The intuition is that the network gradually makes relations with data from simple to complex.
In each layer it tries to model a relation with the previous layer.

Face recognition:
Image -> Edges -> Face parts -> Faces -> Desired face

Audio recognition:
Audio -> Low level sound features -> Phonemes -> Words -> Sentences

# Shallow or deep?

Deep > Shallow

## Is it similar to how our brain works?

This is an over simplified analogy between a single brain neuron and NN unit.

## Activation Functions

Popular functions:
* `Sigmoid` $\sigma (x) = {1 \over{1 + e^{-x}}}$
* `tanh`
* Leaky ReLU, $Leaky ReLU(x) = max(0.1x, x)$
* Rectified Linear Unit (ReLU), $ReLU(x) = max(0, x)$

In [None]:
def sigmoid(x):
    return 1. / (1. + np.exp(-x))

def relu(x):
    return np.maximum(x, 0)

def leakyrelu(x):
    return np.maximum(x, 0.1*x)

def tanh(x):
    return np.tanh(x)

fig, ax = plt.subplots(nrows=2, ncols=2)

x = np.linspace(-10, 10, num=50)
ax[0, 0].plot(x, relu(x))
ax[0, 0].set_title('relu(x)')
ax[0, 0].grid(True)

ax[0, 1].plot(x, leakyrelu(x))
ax[0, 1].set_title('leakyrelu(x)')
ax[0, 1].grid(True)

ax[1, 0].plot(x, sigmoid(x))
ax[1, 0].set_title('sigmoid(x)')
ax[1, 0].grid(True)

ax[1, 1].plot(x, tanh(x))
ax[1, 1].set_title('tanh(x)')
ax[1, 1].grid(True)

plt.show()

### Why non-linear activation functions?

If we remove the activation function, our algorithm would be linear.
Stacking multiple linear functions together result in a linear function.
The intuition here is that since our dataset is non-linear, we give the network the ability to learn non-linearities.

# More vocabulary

## Hyperparameters

* Number of hidden layers
* Number of neurons in each layer
* Learning rate
* Activation functions
* initialization of weights
* batch size

## Weight initialization

It's important to initialize the weights with values different than $0$, and not constant.
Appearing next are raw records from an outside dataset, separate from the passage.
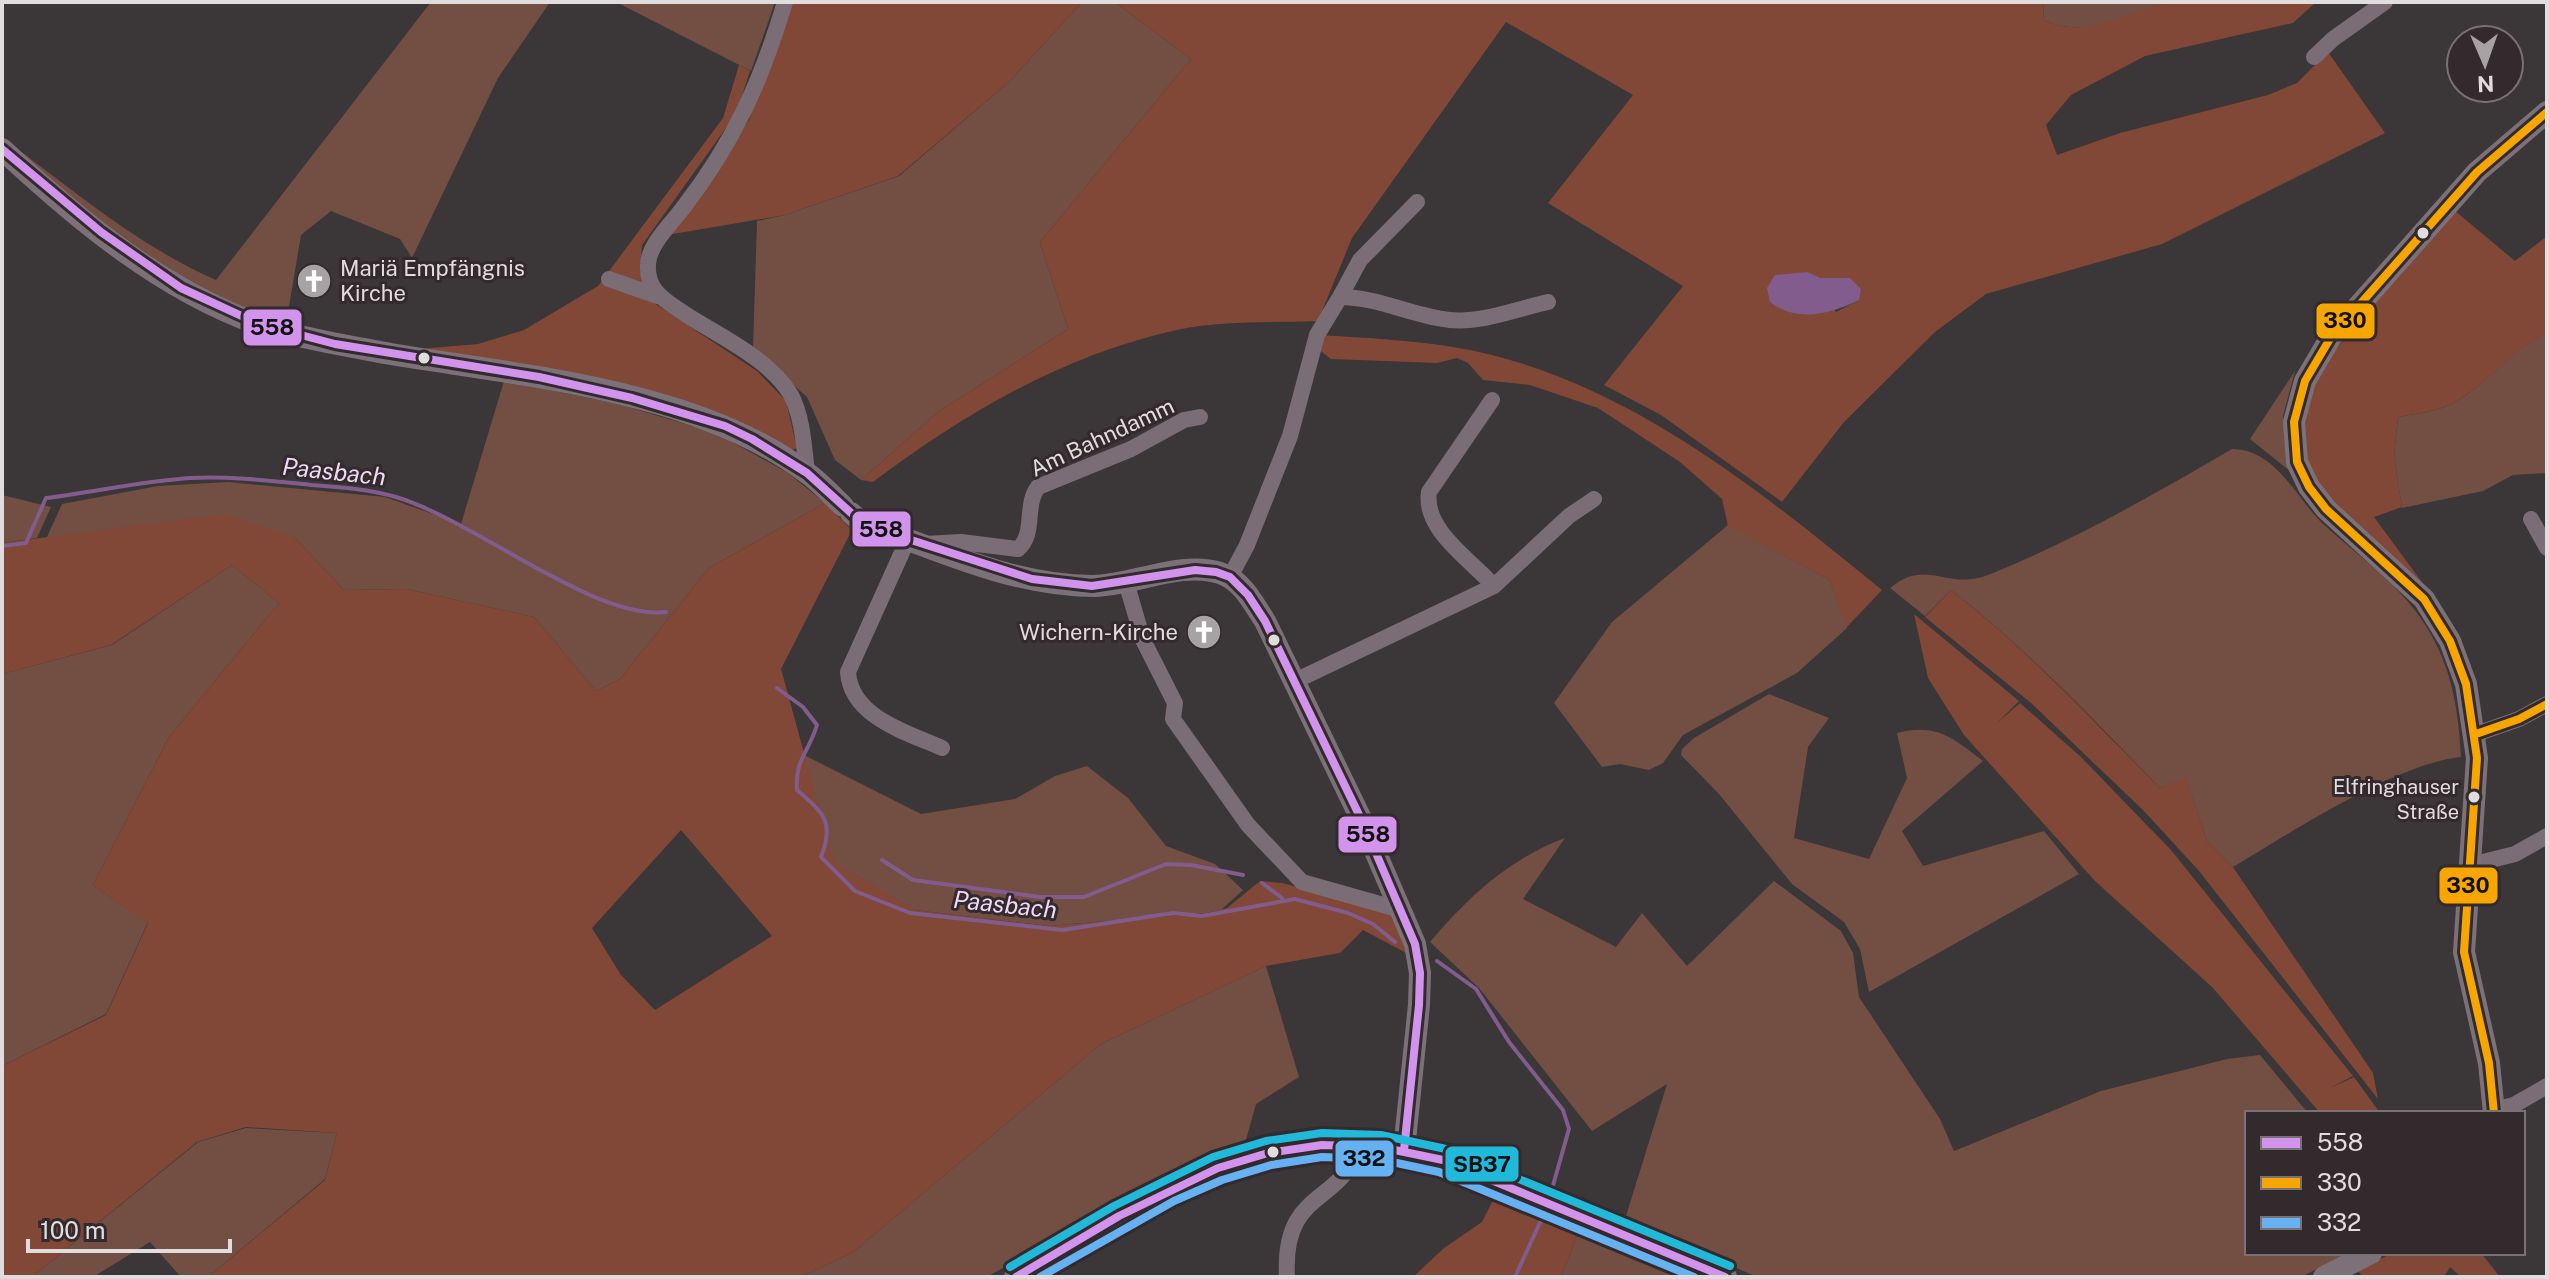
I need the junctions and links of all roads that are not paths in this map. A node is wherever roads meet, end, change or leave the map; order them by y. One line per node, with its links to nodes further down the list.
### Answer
1 (785, 2): 8 (street)
2 (2385, 2): 3 (street)
3 (2314, 57)
4 (2547, 112): 23 (street)
5 (2, 149): 13 (street)
6 (1417, 202): 9 (street)
7 (609, 279): 8 (street)
8 (657, 296): 13 (street)
9 (1340, 297): 10 (street); 18 (street)
10 (1548, 302)
11 (1492, 400): 20 (street)
12 (1200, 417): 16 (street, Am Bahndamm)
13 (807, 473): 16 (street)
14 (1594, 499): 20 (street)
15 (2531, 519): 17 (street)
16 (916, 541): 19 (street); 24 (street)
17 (2547, 548)
18 (1230, 577): 19 (street); 21 (street)
19 (1126, 582): 27 (street)
20 (1494, 586): 21 (street)
21 (1295, 681): 27 (street)
22 (2547, 704): 23 (street)
23 (2476, 734): 26 (street)
24 (942, 748)
25 (2547, 836): 26 (street)
26 (2471, 865): 29 (street)
27 (1401, 910): 32 (street)
28 (2547, 1086): 30 (street)
29 (2494, 1111)
30 (2497, 1111)
31 (1360, 1144): 32 (main road); 34 (main road); 35 (street)
32 (1404, 1150): 36 (main road)
33 (2367, 1255): 37 (street)
34 (1016, 1277)
35 (1287, 1277)
36 (1725, 1277)
37 (2324, 1277)

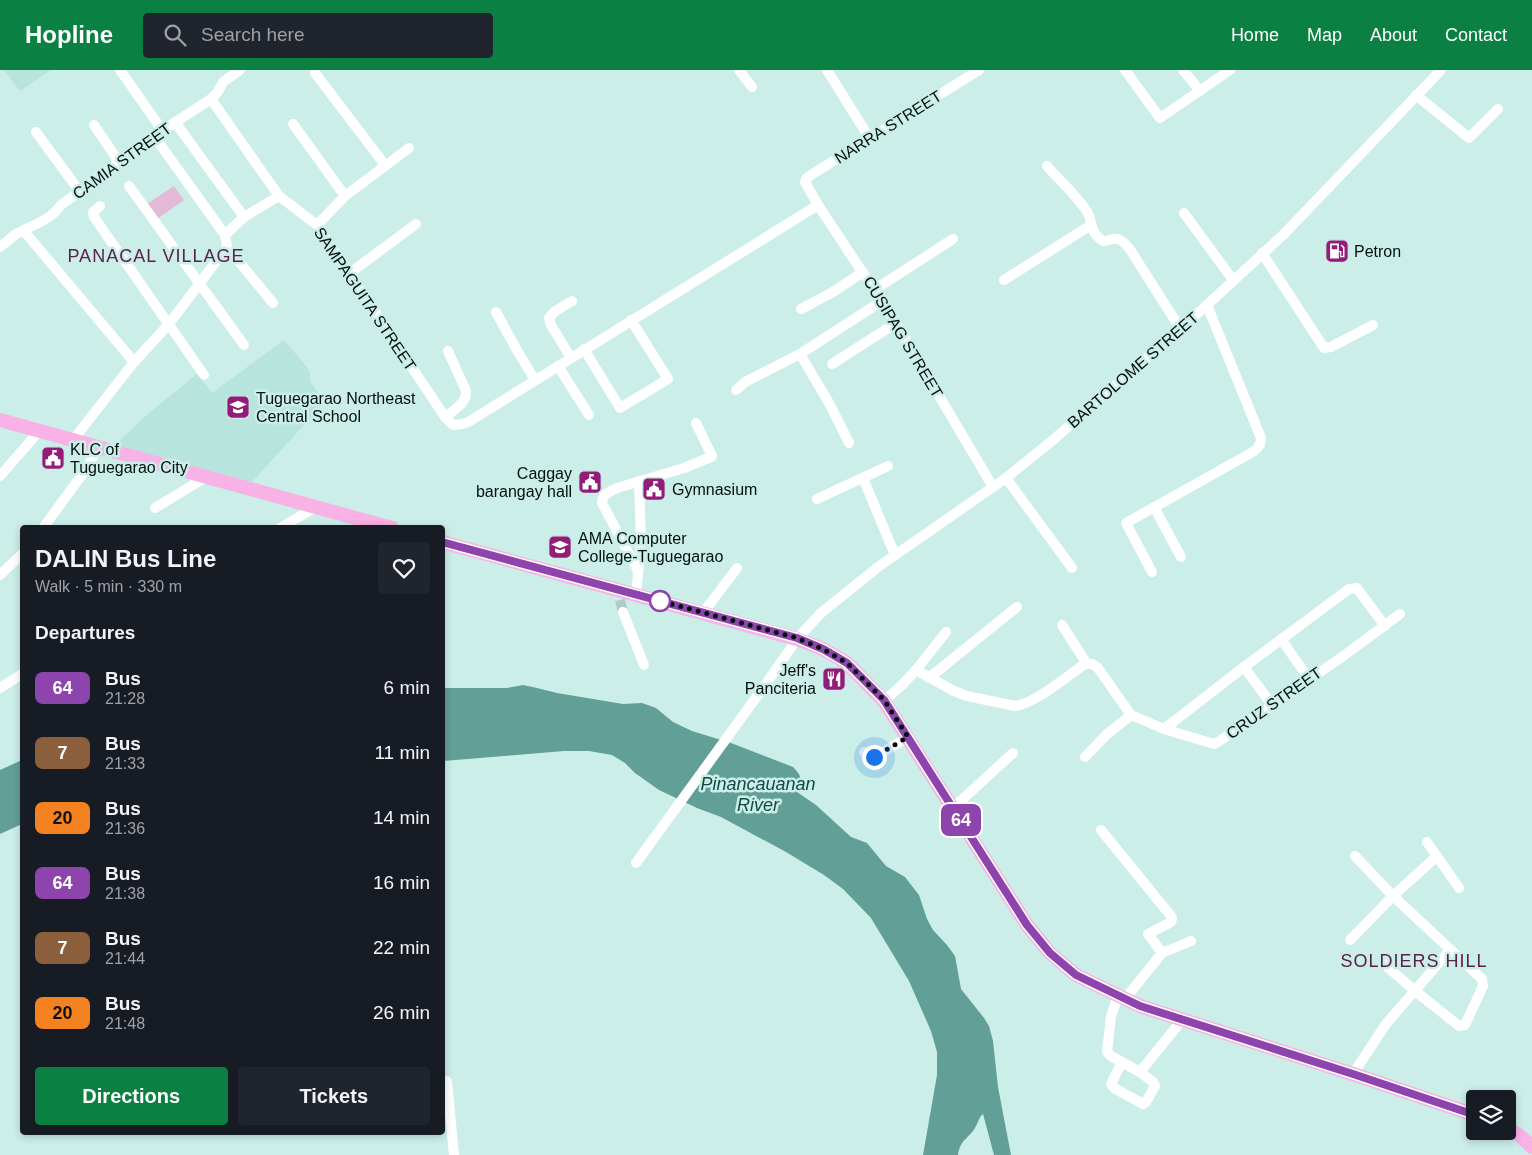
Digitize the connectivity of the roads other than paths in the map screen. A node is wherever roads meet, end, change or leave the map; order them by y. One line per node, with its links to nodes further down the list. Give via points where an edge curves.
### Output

There are multiple initialization strategies:
* uniform/normal distributions
* LeCun uniform/normal
* Glorot/Xavier

## Types of ANNs

* Fully Connected NN, structured data
* Convolutional Neural Networks (CNN), for Computer Vision
* Recurrent Neural Networks (RNN), speech recognition, natural language processing (NLP)

## Tensors

A Tensor is a generalization of vectors and matrices to higher dimensions.
It has a rank (number of dimensions):
* 0, scalar, magnitude only
* 1, vector, magnitude and direction
* 2, matrix, table of numbers
* 3, cube of numbers
* n, n-dimensional array

## Computational Graph

Example from GoogLeNet (Inception v1)

![image](https://drive.google.com/uc?export=view&id=1E-hbbTwb7cJb2-6Gy0vUXjgwiD908Ri7)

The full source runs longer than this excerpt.